--- Data shown ---
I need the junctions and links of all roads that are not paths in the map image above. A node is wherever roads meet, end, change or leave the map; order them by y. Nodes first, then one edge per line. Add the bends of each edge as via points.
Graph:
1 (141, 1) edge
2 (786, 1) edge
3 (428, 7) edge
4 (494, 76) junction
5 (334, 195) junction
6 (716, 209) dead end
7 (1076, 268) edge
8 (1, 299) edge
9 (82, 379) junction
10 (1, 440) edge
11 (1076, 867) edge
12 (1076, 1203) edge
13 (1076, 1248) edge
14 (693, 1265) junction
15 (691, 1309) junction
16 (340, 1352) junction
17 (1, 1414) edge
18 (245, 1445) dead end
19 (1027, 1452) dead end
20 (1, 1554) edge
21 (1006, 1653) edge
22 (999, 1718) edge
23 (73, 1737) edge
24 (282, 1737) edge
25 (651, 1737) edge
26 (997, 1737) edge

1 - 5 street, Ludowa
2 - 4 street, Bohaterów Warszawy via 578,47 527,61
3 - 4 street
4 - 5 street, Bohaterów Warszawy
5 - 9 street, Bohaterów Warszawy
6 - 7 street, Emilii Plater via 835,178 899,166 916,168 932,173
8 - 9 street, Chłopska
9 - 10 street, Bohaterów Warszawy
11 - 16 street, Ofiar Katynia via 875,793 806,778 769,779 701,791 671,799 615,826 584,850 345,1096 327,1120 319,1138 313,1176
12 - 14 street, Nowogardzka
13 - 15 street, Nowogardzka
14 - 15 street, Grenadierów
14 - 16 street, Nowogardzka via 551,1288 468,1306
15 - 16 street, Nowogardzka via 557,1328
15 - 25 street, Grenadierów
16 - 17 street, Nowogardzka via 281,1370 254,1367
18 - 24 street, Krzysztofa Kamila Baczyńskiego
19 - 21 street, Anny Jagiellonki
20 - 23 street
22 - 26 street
---
▶ **Activity**:
Within the records above, count the lines that include the string "Nowogardzka"; state the number and nothing else.

▶ **Exercise response**:
5